• [DIRECTIONS]: Pull every line with "Arbour" from the data below and copy it.

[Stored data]
*** Begin section ***
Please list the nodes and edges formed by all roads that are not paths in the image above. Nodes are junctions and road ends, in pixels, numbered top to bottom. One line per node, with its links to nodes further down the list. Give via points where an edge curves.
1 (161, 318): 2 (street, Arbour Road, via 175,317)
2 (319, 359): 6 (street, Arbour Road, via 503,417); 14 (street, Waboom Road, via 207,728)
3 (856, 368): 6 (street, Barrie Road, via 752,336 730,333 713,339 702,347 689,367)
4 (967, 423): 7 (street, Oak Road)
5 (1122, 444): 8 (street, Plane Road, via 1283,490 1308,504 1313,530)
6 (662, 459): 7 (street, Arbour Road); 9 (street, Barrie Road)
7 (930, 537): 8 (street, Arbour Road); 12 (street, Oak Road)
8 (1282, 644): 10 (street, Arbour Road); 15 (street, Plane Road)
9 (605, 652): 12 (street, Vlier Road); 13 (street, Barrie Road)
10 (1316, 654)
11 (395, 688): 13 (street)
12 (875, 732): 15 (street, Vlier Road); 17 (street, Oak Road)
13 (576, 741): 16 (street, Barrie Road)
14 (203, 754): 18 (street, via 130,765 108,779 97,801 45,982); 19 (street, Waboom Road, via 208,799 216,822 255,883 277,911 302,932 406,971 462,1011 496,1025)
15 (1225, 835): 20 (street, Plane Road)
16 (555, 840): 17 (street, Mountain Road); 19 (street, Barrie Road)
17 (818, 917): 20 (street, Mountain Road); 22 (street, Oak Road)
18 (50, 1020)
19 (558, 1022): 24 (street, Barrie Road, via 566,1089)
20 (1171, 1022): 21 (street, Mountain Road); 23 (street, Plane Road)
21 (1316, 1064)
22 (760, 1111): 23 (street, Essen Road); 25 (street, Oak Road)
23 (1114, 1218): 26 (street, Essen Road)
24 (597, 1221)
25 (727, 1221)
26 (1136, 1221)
*** End section ***
*** Begin section ***
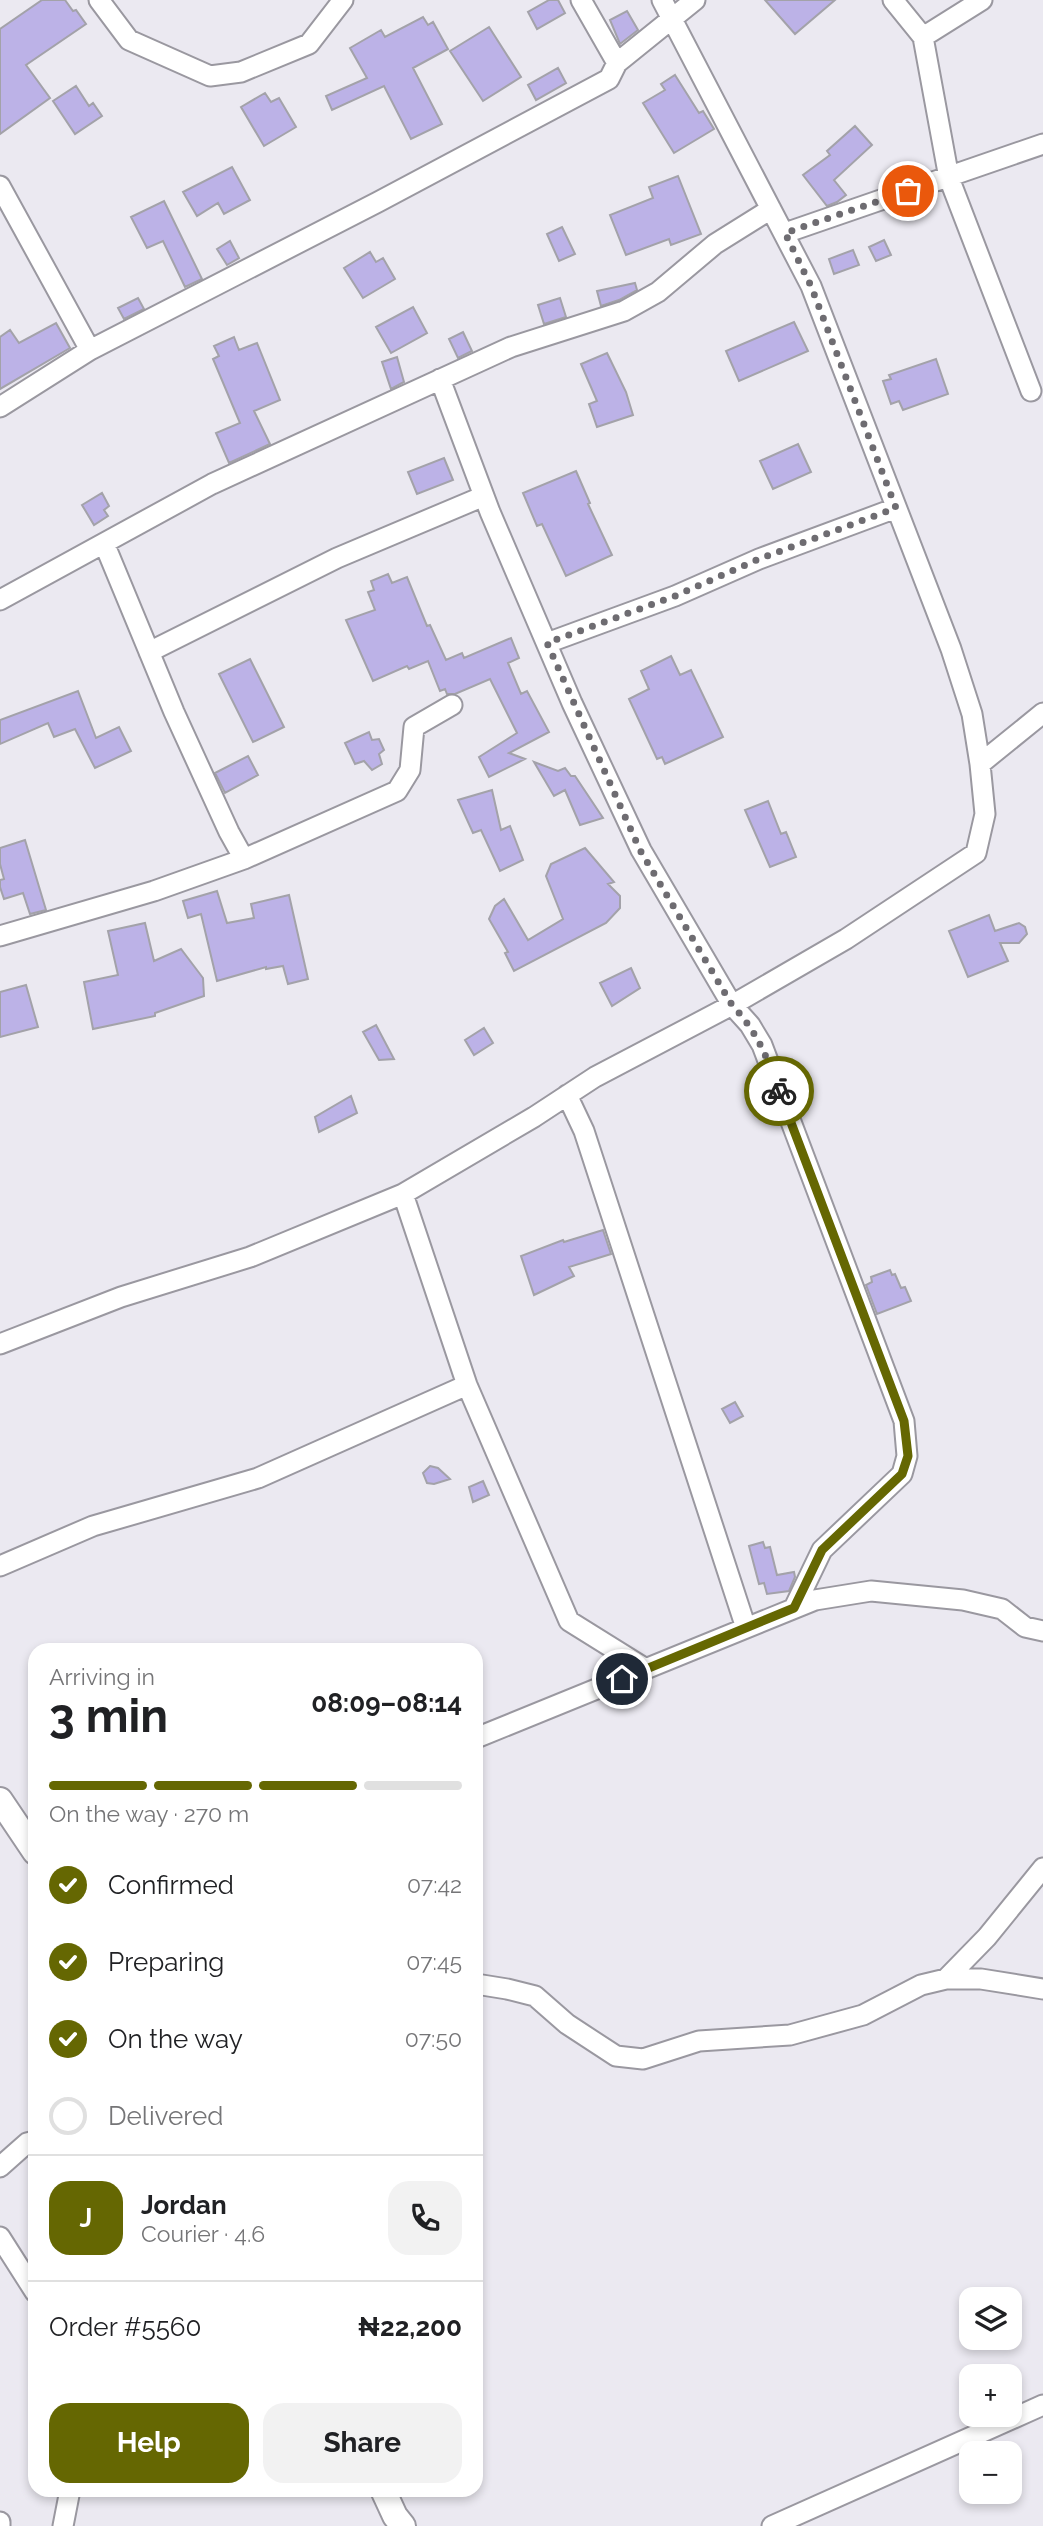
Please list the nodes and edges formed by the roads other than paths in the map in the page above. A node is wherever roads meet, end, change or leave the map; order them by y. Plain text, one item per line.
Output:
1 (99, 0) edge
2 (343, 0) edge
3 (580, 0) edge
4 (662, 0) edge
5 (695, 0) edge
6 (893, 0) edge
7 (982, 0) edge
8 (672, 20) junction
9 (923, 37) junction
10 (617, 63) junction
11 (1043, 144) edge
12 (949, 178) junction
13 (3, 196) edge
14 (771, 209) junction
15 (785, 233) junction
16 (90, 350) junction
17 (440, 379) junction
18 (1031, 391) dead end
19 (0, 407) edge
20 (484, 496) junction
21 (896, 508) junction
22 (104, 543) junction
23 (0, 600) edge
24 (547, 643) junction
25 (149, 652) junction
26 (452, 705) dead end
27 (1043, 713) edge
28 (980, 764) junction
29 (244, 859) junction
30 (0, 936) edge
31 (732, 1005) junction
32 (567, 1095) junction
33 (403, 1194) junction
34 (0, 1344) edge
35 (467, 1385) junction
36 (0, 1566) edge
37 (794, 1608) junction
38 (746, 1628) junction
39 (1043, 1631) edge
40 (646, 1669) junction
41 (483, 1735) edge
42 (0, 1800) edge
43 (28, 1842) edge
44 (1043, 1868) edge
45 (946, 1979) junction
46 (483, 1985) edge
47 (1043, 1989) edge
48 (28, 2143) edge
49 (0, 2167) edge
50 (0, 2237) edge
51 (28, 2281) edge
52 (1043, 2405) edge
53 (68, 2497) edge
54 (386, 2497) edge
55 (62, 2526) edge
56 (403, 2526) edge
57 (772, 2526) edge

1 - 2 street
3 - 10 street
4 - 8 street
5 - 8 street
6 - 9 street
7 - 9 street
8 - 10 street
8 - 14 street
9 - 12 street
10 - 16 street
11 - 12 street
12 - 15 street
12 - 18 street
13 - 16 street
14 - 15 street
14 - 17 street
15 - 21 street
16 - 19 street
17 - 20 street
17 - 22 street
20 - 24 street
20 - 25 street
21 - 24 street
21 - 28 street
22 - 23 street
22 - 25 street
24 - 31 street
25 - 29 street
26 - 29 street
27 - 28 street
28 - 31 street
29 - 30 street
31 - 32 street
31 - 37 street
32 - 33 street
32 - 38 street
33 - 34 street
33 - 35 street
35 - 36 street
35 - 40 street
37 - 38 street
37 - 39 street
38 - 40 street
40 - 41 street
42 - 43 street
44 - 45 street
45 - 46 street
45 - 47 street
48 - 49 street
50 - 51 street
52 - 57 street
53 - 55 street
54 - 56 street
*** End section ***
• [YOUR SOLUTION]:
1 (161, 318): 2 (street, Arbour Road, via 175,317)
2 (319, 359): 6 (street, Arbour Road, via 503,417); 14 (street, Waboom Road, via 207,728)
6 (662, 459): 7 (street, Arbour Road); 9 (street, Barrie Road)
7 (930, 537): 8 (street, Arbour Road); 12 (street, Oak Road)
8 (1282, 644): 10 (street, Arbour Road); 15 (street, Plane Road)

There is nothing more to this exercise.